WHAT TO DO> What you need to do is retype every entry exactly as written.

──────── DATA EXCERPTS ────────

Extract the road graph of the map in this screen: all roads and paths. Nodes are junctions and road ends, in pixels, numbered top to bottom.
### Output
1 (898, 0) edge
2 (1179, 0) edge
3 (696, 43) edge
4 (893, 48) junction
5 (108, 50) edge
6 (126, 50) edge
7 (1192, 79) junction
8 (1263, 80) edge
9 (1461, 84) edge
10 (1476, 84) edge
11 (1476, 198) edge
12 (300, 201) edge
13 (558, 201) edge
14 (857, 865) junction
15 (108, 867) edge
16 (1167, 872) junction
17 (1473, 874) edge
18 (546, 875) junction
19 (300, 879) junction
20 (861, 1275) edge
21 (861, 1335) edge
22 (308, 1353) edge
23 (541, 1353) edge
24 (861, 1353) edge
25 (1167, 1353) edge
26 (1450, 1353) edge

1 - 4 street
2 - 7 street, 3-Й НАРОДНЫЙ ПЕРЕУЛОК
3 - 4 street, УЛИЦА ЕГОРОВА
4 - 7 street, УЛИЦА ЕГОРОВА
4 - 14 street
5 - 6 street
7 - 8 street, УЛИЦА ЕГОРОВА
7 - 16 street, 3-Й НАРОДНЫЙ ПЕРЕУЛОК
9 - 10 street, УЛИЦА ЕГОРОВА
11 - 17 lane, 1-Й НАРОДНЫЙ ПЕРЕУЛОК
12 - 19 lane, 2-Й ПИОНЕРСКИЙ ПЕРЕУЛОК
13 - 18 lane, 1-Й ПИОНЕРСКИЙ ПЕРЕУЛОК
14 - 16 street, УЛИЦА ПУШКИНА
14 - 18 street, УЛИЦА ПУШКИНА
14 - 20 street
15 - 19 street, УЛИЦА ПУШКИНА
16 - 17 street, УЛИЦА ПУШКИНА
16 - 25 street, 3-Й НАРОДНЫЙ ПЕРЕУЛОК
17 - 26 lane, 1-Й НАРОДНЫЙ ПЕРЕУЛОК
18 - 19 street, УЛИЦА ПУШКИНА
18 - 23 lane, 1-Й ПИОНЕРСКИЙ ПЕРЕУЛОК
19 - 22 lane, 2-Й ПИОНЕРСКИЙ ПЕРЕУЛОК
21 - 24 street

────────

EXERCISE SOLUTION>
Extract the road graph of the map in this screen: all roads and paths. Nodes are junctions and road ends, in pixels, numbered top to bottom.
### Output
1 (898, 0) edge
2 (1179, 0) edge
3 (696, 43) edge
4 (893, 48) junction
5 (108, 50) edge
6 (126, 50) edge
7 (1192, 79) junction
8 (1263, 80) edge
9 (1461, 84) edge
10 (1476, 84) edge
11 (1476, 198) edge
12 (300, 201) edge
13 (558, 201) edge
14 (857, 865) junction
15 (108, 867) edge
16 (1167, 872) junction
17 (1473, 874) edge
18 (546, 875) junction
19 (300, 879) junction
20 (861, 1275) edge
21 (861, 1335) edge
22 (308, 1353) edge
23 (541, 1353) edge
24 (861, 1353) edge
25 (1167, 1353) edge
26 (1450, 1353) edge

1 - 4 street
2 - 7 street, 3-Й НАРОДНЫЙ ПЕРЕУЛОК
3 - 4 street, УЛИЦА ЕГОРОВА
4 - 7 street, УЛИЦА ЕГОРОВА
4 - 14 street
5 - 6 street
7 - 8 street, УЛИЦА ЕГОРОВА
7 - 16 street, 3-Й НАРОДНЫЙ ПЕРЕУЛОК
9 - 10 street, УЛИЦА ЕГОРОВА
11 - 17 lane, 1-Й НАРОДНЫЙ ПЕРЕУЛОК
12 - 19 lane, 2-Й ПИОНЕРСКИЙ ПЕРЕУЛОК
13 - 18 lane, 1-Й ПИОНЕРСКИЙ ПЕРЕУЛОК
14 - 16 street, УЛИЦА ПУШКИНА
14 - 18 street, УЛИЦА ПУШКИНА
14 - 20 street
15 - 19 street, УЛИЦА ПУШКИНА
16 - 17 street, УЛИЦА ПУШКИНА
16 - 25 street, 3-Й НАРОДНЫЙ ПЕРЕУЛОК
17 - 26 lane, 1-Й НАРОДНЫЙ ПЕРЕУЛОК
18 - 19 street, УЛИЦА ПУШКИНА
18 - 23 lane, 1-Й ПИОНЕРСКИЙ ПЕРЕУЛОК
19 - 22 lane, 2-Й ПИОНЕРСКИЙ ПЕРЕУЛОК
21 - 24 street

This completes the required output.